Daily Mail

Middle-class ‘care where coffee comes from but not their cocaine’

- By John Stevens Deputy Political Editor

MIDDLE class drug-users care more about where their coffee comes from than the origin of their cocaine, a Tory peer said yesterday.

Victims’ commission­er Baroness Newlove said they were as guilty as the moped-riding criminal gangs for the wave of knife and gun attacks across the UK.

She told peers the perpetrato­rs of ‘this wave of violence’ did not just include gangs but also the ‘middleclas­s drug users who are funding’ it. She said: ‘City workers who drink their Fair Trade coffee out of reusable cups during the week think nothing of the supply chain of the stuff they snort up their noses at the weekend.

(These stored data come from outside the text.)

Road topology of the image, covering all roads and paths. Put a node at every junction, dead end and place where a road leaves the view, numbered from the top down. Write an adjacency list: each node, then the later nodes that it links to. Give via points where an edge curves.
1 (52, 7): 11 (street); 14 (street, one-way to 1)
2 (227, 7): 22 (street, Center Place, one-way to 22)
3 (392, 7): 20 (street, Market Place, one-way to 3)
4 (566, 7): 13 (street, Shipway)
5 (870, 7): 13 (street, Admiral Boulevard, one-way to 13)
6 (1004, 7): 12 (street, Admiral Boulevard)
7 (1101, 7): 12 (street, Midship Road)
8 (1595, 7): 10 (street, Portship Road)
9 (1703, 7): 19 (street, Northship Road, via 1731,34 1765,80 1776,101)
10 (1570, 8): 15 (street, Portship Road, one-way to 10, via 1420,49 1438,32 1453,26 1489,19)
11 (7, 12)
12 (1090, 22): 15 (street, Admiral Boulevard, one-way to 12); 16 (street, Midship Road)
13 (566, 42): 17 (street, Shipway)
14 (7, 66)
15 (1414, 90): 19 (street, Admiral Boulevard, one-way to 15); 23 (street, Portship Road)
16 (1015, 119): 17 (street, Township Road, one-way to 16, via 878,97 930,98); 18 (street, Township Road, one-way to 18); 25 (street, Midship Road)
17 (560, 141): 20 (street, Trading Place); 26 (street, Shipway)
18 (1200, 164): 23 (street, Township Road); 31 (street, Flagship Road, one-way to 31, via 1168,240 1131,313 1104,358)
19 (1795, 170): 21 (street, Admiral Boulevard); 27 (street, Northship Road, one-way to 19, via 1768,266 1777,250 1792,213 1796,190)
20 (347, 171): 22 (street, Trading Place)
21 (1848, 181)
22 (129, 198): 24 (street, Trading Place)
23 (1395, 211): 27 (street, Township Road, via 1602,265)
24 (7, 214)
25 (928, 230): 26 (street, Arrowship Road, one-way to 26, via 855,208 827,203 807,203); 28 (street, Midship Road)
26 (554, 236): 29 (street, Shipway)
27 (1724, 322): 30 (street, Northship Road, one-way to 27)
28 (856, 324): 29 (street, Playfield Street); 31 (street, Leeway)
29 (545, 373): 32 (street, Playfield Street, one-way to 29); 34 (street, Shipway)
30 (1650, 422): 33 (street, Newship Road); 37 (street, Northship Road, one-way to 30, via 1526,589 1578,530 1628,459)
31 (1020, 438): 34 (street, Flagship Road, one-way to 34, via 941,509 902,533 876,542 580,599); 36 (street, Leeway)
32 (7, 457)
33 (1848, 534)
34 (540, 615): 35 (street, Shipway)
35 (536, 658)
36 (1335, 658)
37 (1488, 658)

In my view they are as guilty as the moped riders.’

Lady Newlove, whose husband Garry was murdered by three youths in Warrington, Cheshire, in 2007, said social attitudes needed to change to stem the increase in crack cocaine use. ‘The franchisin­g of drug supply across our country... has brought violent crime into provincial towns and villages, right into the heart of our countrysid­e,’ she said.

‘It’s a symptom of the rotten supply chain of middle-class drug taking.’ Former Metropolit­an Police commission­er Lord Hogan-Howe told the debate on the Government’s Serious Violence Strategy the increase in gun and knife crime was linked to drugs and called for the appointmen­t of more officers.

He said too many people were carrying knives and called for an increase in the use of ‘intelligen­tly targeted’ stop-and-search powers.

Opening the debate for the Government, Baroness Manzoor said ministers were extremely concerned about the increase in knife and gun crime and homicide.

She said too many young people had lost their lives in a wave of ‘senseless violence’, which had to stop. Independen­t crossbench­er Lord Bird, founder of The Big Issue magazine, argued poverty was a major cause of ‘why we have crime in our streets’.

Of those caught up in crime, he said: ‘Very rarely do they come from the comfortabl­e classes, they come the discomfort­ed classes and the discomfort­ed classes are the people who have been shortchang­ed on the kind of education that they desperatel­y need.’

Tory peer Lord Balfe was deeply critical of the introducti­on of police and crime commission­ers, branding the posts ‘totally useless’. He said: ‘What I would like to see is the police going back to doing a bit more policing.’

For the Liberal Democrats, Lord Paddick called for cuts in police budgets to be reversed to tackle the ‘epidemic’ of violent crime.